(Collected data)
··········

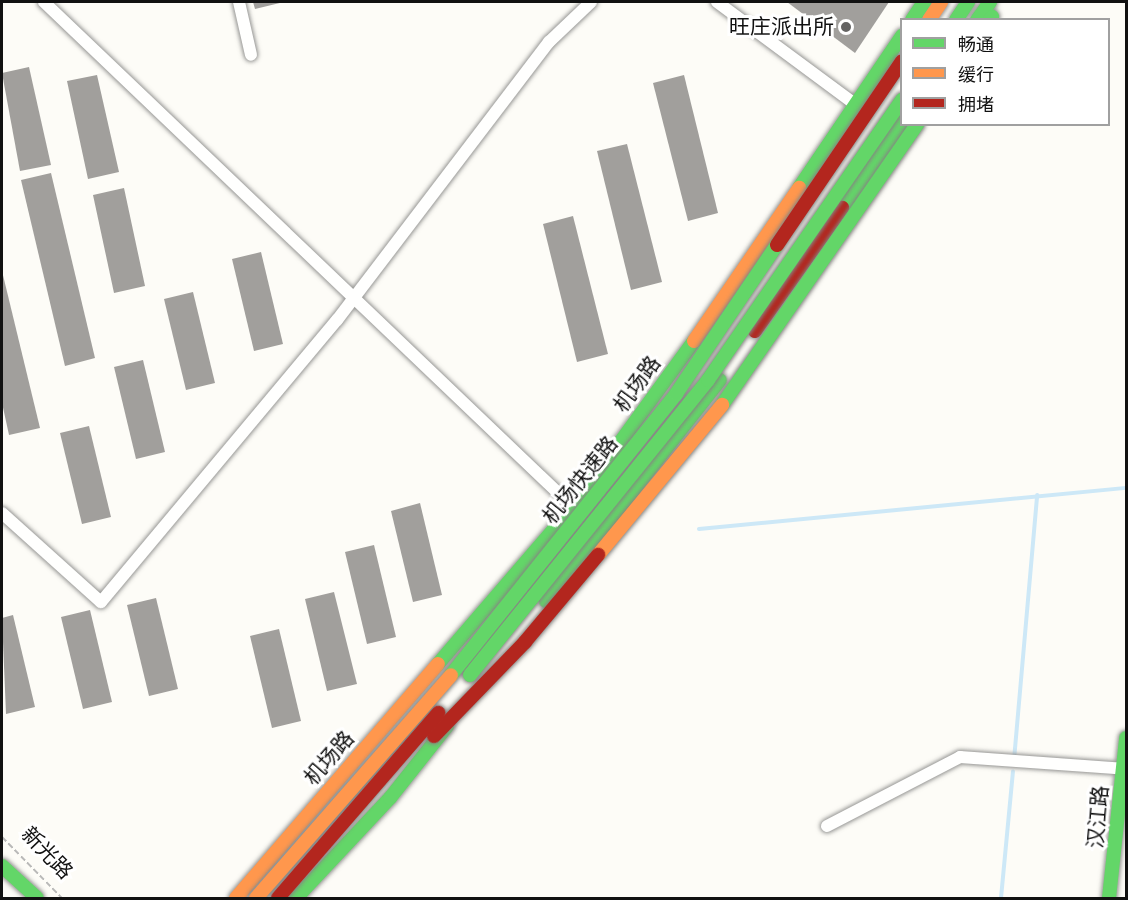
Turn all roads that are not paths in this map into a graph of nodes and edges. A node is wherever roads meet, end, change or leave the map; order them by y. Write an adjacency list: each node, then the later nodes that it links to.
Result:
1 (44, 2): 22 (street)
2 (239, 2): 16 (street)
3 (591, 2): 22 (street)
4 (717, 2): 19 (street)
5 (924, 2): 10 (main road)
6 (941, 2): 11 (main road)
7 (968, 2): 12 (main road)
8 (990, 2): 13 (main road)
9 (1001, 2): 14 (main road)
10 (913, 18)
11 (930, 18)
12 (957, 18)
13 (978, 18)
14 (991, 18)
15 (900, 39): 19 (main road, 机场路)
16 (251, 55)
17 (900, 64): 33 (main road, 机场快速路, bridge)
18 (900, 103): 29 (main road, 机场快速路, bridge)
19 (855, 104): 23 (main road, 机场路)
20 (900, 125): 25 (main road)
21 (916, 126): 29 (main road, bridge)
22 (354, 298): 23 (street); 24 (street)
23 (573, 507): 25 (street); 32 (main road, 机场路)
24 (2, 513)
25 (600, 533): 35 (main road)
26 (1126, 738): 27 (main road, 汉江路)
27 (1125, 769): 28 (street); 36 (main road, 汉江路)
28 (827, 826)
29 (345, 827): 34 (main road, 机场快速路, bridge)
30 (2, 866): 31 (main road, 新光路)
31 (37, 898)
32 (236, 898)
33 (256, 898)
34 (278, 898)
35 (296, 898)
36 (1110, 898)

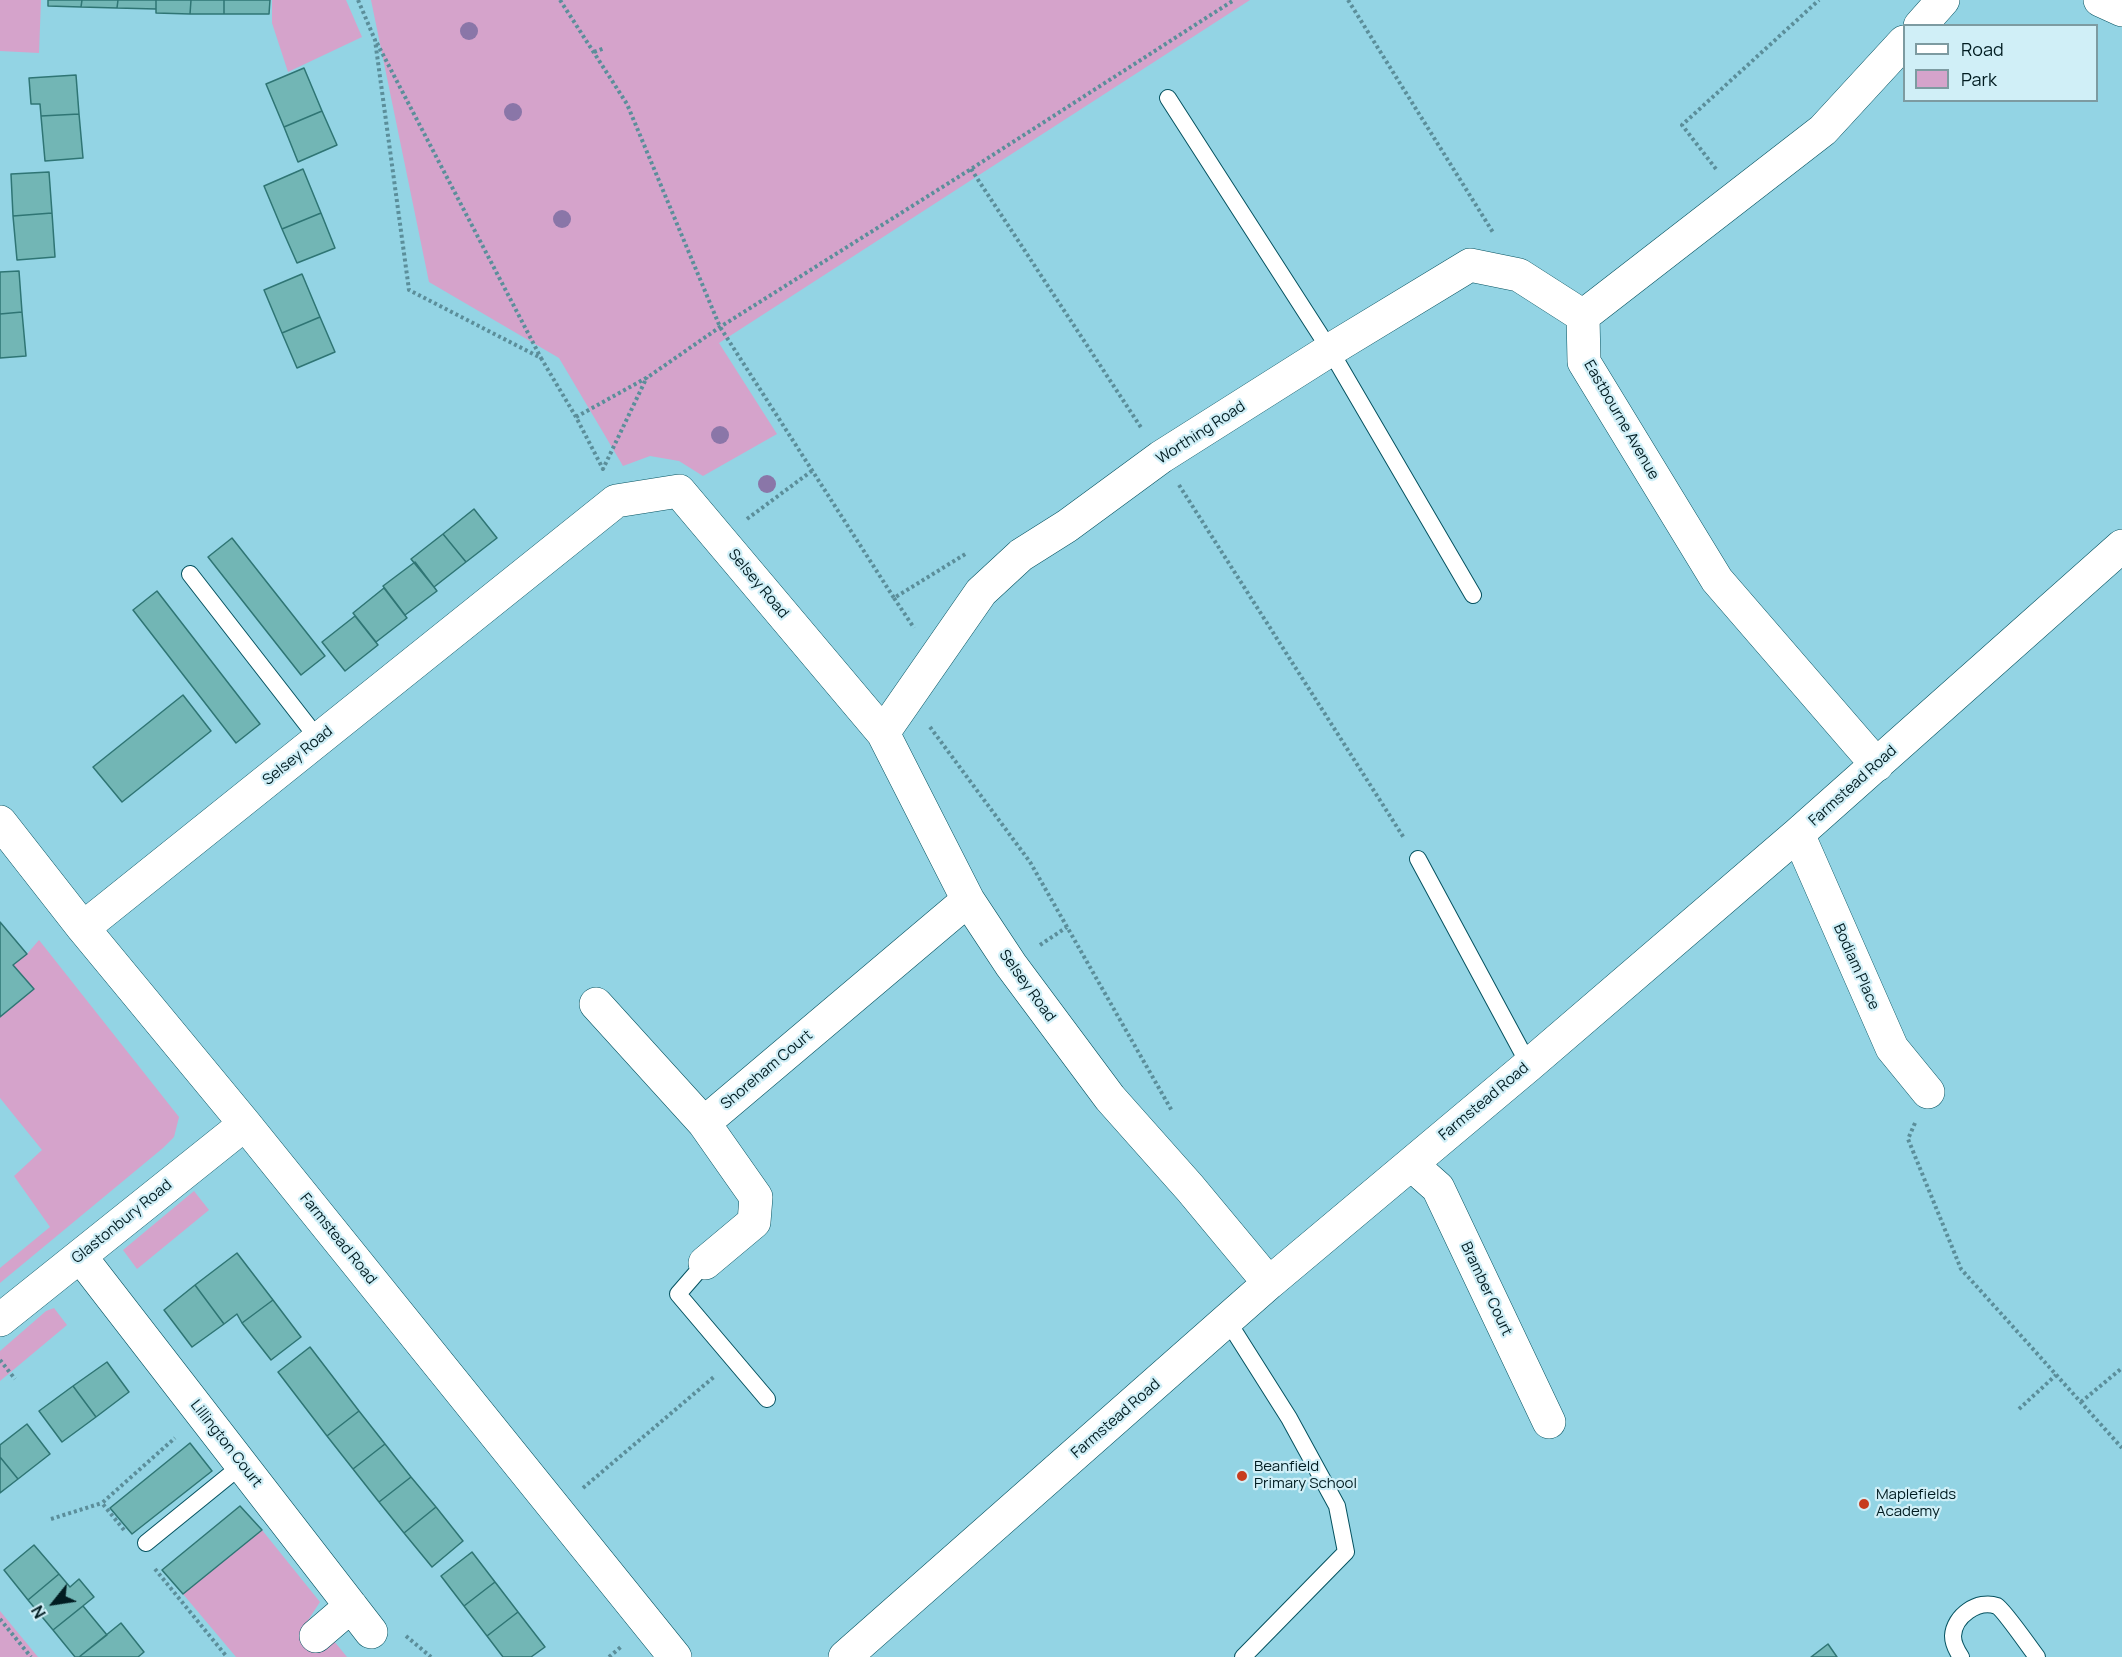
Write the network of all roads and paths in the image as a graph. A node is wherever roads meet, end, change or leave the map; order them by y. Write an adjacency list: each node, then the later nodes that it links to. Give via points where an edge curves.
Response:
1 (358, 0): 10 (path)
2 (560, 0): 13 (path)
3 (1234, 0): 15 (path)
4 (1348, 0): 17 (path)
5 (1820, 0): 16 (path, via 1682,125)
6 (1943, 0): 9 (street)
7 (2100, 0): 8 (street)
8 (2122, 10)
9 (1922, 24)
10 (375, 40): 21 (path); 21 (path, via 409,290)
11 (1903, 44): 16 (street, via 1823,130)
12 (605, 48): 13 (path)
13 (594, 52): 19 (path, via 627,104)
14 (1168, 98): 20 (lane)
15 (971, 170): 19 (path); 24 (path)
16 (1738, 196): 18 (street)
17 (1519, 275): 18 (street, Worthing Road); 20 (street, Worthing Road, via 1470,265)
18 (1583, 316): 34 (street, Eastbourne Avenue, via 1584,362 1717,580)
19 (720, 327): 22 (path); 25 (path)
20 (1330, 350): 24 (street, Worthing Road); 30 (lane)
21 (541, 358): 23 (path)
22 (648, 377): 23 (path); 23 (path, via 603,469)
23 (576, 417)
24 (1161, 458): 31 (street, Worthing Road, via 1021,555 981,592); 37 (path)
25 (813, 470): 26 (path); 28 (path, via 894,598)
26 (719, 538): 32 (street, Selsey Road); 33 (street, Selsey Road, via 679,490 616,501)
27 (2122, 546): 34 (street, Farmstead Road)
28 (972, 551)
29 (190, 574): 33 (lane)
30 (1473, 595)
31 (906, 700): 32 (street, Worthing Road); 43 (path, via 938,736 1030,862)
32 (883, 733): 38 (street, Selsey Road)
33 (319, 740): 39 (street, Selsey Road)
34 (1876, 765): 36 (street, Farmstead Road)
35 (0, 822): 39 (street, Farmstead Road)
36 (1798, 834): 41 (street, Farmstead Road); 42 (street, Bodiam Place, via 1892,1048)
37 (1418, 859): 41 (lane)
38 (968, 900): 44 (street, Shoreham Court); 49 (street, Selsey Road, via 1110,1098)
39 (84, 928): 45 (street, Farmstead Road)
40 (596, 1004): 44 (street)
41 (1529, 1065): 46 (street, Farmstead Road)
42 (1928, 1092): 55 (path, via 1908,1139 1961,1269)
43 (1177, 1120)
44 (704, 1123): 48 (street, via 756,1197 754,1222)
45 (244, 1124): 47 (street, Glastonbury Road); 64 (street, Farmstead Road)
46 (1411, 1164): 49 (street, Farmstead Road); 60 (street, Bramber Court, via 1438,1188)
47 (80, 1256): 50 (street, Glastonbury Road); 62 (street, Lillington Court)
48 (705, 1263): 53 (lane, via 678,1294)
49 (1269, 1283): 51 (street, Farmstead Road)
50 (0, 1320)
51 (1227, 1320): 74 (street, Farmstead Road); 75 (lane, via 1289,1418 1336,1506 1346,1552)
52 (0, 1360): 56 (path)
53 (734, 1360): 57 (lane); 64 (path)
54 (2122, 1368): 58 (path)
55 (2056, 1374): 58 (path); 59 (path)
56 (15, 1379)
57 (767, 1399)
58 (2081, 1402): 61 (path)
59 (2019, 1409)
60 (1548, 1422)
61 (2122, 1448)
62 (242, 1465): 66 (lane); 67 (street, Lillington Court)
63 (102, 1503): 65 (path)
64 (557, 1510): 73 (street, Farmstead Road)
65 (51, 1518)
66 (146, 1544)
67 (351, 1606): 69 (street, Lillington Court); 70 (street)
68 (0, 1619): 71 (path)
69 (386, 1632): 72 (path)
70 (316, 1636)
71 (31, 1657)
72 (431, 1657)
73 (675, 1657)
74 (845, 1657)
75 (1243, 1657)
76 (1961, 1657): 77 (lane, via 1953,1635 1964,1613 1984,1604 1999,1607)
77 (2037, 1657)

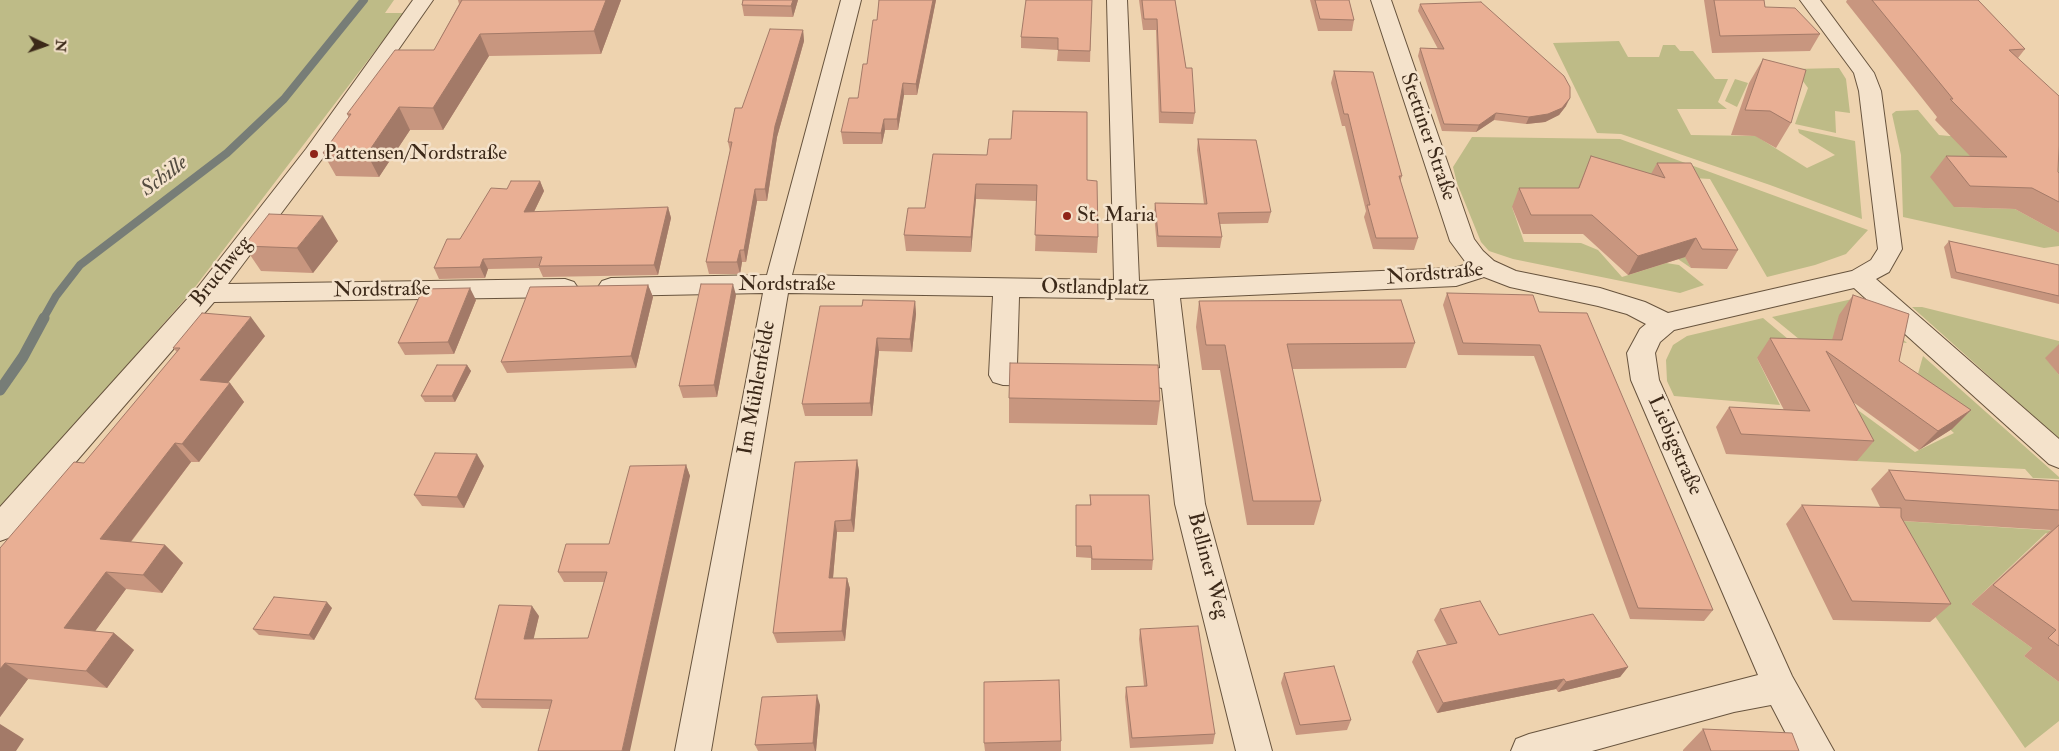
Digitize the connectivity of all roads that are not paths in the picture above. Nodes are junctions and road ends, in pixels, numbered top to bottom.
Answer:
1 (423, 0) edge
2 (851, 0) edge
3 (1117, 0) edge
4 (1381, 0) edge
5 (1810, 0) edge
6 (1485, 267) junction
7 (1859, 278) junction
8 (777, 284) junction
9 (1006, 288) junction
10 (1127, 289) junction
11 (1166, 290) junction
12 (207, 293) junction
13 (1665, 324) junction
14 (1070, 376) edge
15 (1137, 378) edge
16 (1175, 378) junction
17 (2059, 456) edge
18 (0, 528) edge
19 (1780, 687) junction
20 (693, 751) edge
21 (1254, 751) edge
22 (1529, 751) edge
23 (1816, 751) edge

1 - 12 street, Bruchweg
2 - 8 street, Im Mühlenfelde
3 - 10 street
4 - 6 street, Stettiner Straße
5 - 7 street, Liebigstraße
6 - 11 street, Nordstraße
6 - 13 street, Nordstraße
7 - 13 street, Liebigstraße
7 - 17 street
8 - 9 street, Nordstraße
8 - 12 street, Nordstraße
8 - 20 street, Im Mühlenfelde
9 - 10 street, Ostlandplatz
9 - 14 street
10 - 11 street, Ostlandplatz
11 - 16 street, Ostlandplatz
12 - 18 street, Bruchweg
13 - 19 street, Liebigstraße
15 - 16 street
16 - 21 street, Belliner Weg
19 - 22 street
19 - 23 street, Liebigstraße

··········

*What is being asked*:
For the string "bridge", return every line of the data where it appears.

*Answer space*:
17 (900, 64): 33 (main road, 机场快速路, bridge)
18 (900, 103): 29 (main road, 机场快速路, bridge)
21 (916, 126): 29 (main road, bridge)
29 (345, 827): 34 (main road, 机场快速路, bridge)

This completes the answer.